31/05/2017
Roda de Conversa discute Família Afetiva no Museu do Amanhã

Aconteceu nesta segunda-feira, 29/05, no Museu do Amanhã, a roda de conversa “Vamos Falar Sobre Isso?”, que debateu multiparentalidade e os direitos e deveres que perpassam os diversos tipos e formas de família afetiva. O último evento da programação especial da Campanha Nacional dos Defensores Públicos reuniu colegas, assistentes sociais, professores, além de pais e alunos da Escola Municipal João Barbalho.
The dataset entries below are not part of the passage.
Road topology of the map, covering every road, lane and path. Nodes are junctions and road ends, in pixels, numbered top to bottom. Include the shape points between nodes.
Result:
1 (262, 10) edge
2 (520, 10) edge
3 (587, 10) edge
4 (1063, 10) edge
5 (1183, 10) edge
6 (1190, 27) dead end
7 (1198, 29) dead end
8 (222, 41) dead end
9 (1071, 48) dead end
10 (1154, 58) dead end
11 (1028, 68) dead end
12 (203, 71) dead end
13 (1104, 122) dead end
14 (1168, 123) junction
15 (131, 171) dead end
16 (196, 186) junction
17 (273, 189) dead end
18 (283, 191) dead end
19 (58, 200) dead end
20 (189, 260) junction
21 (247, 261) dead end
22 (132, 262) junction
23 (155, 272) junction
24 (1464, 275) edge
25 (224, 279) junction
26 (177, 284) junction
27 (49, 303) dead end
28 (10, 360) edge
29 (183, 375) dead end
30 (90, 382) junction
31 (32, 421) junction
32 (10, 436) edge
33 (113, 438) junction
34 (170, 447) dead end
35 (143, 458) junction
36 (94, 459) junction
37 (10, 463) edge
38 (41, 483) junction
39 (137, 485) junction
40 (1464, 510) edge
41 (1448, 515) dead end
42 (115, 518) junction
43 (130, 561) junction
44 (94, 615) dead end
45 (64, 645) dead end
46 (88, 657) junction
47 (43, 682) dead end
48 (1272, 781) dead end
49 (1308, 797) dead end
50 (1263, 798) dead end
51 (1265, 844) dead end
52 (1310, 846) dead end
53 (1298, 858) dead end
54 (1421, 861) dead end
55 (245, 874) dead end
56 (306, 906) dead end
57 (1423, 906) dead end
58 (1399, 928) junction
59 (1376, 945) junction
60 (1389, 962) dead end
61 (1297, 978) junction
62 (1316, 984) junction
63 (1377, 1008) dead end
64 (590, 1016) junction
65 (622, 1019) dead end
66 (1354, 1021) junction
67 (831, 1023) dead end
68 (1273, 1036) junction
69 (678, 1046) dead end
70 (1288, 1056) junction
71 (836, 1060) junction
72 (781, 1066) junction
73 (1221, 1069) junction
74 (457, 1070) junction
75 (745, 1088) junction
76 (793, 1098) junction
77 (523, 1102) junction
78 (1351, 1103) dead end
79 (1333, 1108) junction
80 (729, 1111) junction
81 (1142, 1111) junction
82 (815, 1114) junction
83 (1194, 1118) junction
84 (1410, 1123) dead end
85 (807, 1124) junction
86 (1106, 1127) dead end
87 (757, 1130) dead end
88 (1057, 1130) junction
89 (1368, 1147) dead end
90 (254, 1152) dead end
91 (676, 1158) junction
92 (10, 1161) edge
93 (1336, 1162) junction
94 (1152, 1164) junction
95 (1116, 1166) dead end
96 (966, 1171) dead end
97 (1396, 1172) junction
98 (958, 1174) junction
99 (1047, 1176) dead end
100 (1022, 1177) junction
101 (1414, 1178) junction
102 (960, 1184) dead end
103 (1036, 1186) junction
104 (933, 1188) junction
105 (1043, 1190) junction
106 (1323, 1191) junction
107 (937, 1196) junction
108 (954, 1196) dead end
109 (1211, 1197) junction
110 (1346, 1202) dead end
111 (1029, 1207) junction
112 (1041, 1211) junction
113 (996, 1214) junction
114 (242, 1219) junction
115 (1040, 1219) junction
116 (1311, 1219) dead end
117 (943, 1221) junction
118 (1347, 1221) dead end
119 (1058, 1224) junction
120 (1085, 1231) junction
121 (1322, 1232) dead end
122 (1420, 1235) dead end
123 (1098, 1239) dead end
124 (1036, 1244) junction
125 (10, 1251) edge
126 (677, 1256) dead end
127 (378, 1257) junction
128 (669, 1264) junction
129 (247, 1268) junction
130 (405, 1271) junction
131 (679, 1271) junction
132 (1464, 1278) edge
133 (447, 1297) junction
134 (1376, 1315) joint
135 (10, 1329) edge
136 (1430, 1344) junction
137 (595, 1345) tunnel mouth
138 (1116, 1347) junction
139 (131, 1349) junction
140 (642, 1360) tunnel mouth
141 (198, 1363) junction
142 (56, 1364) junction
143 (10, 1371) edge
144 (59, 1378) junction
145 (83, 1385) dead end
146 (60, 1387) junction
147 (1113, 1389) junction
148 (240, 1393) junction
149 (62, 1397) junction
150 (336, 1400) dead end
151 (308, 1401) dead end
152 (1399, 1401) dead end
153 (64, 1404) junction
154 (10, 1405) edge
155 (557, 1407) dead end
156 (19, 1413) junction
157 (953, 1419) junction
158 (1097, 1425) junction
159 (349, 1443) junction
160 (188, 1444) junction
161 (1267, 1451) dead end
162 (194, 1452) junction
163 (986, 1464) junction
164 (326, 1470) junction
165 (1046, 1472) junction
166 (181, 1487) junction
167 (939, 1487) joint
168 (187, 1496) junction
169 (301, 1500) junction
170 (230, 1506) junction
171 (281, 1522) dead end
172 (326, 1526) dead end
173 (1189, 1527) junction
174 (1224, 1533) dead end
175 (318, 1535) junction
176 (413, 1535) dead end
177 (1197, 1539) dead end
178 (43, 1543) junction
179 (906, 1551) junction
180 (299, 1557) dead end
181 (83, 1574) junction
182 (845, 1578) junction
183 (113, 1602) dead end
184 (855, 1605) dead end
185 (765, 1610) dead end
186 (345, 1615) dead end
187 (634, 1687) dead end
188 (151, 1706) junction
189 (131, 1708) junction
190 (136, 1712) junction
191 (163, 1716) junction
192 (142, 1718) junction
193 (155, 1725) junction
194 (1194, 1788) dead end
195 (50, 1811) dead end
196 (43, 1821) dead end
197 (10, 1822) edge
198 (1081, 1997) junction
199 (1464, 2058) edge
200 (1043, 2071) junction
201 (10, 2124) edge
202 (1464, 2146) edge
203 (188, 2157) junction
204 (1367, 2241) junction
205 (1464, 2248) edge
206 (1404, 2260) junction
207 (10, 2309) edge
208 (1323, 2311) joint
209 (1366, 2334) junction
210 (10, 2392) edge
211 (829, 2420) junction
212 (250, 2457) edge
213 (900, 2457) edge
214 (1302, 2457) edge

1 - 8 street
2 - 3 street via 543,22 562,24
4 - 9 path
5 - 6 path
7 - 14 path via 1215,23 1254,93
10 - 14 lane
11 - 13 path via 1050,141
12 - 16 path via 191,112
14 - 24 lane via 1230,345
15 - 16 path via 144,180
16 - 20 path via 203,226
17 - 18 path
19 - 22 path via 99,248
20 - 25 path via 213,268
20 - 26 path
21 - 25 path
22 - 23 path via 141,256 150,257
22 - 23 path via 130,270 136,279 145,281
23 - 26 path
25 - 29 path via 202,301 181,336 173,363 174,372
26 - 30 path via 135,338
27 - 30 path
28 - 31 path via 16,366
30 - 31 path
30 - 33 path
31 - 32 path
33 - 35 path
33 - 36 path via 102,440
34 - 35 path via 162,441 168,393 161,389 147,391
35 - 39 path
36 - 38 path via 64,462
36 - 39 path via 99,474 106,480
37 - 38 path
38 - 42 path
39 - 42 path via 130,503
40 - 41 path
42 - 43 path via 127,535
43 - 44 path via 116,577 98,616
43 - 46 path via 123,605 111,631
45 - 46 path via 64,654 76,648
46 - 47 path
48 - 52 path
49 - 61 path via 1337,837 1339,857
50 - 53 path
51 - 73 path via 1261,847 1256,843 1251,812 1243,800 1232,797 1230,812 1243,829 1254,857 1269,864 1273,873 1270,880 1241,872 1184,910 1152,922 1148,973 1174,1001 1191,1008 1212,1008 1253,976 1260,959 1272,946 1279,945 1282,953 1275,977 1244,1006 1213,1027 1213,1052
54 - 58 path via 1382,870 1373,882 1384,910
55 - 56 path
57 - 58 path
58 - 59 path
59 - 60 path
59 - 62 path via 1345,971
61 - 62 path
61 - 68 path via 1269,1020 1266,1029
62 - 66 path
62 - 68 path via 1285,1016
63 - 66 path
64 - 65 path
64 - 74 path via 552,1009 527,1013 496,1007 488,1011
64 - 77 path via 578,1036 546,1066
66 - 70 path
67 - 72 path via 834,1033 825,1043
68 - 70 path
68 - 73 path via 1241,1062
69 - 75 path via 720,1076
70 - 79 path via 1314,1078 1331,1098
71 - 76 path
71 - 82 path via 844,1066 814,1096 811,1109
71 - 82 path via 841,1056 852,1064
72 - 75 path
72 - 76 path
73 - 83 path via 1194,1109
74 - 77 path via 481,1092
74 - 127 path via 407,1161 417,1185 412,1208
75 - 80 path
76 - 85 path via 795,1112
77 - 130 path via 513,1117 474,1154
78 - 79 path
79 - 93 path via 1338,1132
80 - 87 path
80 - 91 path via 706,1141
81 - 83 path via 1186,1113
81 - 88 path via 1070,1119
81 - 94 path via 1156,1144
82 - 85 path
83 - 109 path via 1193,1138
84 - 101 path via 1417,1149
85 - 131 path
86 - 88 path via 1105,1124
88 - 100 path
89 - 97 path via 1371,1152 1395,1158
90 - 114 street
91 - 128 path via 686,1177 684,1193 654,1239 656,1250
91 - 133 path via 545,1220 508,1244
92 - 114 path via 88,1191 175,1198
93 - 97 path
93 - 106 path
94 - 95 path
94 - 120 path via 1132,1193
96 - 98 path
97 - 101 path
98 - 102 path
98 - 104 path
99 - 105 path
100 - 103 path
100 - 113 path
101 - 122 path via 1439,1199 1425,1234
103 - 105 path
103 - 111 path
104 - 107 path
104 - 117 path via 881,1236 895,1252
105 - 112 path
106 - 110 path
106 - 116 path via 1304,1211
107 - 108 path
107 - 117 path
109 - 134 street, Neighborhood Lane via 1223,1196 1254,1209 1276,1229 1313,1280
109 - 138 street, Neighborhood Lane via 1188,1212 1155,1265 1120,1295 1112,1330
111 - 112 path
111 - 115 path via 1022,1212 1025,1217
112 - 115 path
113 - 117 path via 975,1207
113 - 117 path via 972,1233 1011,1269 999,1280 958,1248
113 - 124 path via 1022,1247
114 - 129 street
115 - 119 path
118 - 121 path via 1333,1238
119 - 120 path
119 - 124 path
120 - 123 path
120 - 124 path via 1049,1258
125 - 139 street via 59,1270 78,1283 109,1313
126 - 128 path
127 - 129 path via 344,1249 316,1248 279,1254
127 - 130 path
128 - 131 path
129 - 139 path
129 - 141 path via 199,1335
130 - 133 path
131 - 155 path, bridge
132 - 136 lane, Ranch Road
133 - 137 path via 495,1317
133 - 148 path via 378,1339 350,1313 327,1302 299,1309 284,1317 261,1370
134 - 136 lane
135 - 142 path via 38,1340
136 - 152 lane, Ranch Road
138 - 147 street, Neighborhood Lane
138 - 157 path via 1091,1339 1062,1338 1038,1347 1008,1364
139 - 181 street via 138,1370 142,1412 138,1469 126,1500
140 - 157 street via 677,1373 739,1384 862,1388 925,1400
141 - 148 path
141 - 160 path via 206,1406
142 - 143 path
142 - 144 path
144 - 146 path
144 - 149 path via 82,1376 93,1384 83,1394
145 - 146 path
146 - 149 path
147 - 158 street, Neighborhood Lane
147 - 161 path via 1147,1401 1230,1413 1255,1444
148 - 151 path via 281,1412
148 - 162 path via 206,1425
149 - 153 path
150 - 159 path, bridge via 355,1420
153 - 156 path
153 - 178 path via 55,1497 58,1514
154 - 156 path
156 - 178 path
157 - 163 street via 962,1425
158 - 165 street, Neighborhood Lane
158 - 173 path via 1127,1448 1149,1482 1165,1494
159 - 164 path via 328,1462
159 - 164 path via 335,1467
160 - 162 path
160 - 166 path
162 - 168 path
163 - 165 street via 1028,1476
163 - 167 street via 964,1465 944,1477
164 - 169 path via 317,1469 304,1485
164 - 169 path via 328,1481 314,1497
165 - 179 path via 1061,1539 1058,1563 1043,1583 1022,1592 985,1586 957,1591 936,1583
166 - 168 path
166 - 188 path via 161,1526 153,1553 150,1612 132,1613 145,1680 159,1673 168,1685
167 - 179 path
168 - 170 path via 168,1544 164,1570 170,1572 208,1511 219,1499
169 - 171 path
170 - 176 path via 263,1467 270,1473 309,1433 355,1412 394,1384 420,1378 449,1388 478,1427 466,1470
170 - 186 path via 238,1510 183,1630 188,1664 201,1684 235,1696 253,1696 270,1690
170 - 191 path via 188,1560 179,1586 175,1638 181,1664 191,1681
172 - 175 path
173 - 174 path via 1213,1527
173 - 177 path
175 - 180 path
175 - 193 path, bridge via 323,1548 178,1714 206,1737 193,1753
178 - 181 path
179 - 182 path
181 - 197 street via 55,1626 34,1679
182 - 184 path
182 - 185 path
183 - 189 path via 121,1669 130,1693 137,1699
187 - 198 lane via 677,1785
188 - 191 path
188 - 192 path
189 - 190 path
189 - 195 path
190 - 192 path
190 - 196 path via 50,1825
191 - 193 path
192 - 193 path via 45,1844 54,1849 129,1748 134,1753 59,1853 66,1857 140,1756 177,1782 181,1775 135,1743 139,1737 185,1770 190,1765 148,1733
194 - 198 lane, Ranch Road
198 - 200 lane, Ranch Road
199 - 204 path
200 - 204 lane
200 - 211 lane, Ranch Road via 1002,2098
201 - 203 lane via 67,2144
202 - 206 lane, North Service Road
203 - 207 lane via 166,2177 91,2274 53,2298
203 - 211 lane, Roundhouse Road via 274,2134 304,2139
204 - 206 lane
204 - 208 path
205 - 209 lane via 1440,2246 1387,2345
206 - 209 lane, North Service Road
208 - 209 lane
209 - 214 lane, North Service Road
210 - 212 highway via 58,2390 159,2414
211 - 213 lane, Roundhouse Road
O “Vamos Falar Sobre Isso?” é um projeto iniciado na Biblioteca Parque que, por conta de seu fechamento durante a crise financeira do estado, foi abraçado pelo Museu do Amanhã. “Essa é nossa segunda edição da roda de conversa e vimos nessa parceria inédita com a ADPERJ e Defensoria Pública uma oportunidade de se discutir o tema da família afetiva, tão atual e importante, especialmente para os jovens” – falou a Gerente de Educação do Museu do Amanhã, Melinda Almada.

Agradecendo a receptividade da equipe do Museu, a Presidente da ADPERJ, Juliana Bastos Lintz, pontuou que esse tipo de evento complementa o trabalho da Defensoria. “Realizar essa roda é colocar em prática a educação em direitos, parte importante da nossa atuação. Espero que este seja apenas o primeiro evento de muitos” – falou na ocasião. 

O Vice-Presidente da ANADEP, Pedro Coelho, também participou do debate e contou que a área de família ocupa cerca de 60% dos atendimentos das Defensorias em todo Brasil. “Nossa Campanha se mostrou um sucesso pela importância do tema e a necessidade de demonstrar que as relações socioafetivas são e devem ser cada vez mais valorizadas como forma de relação familiar” – falou.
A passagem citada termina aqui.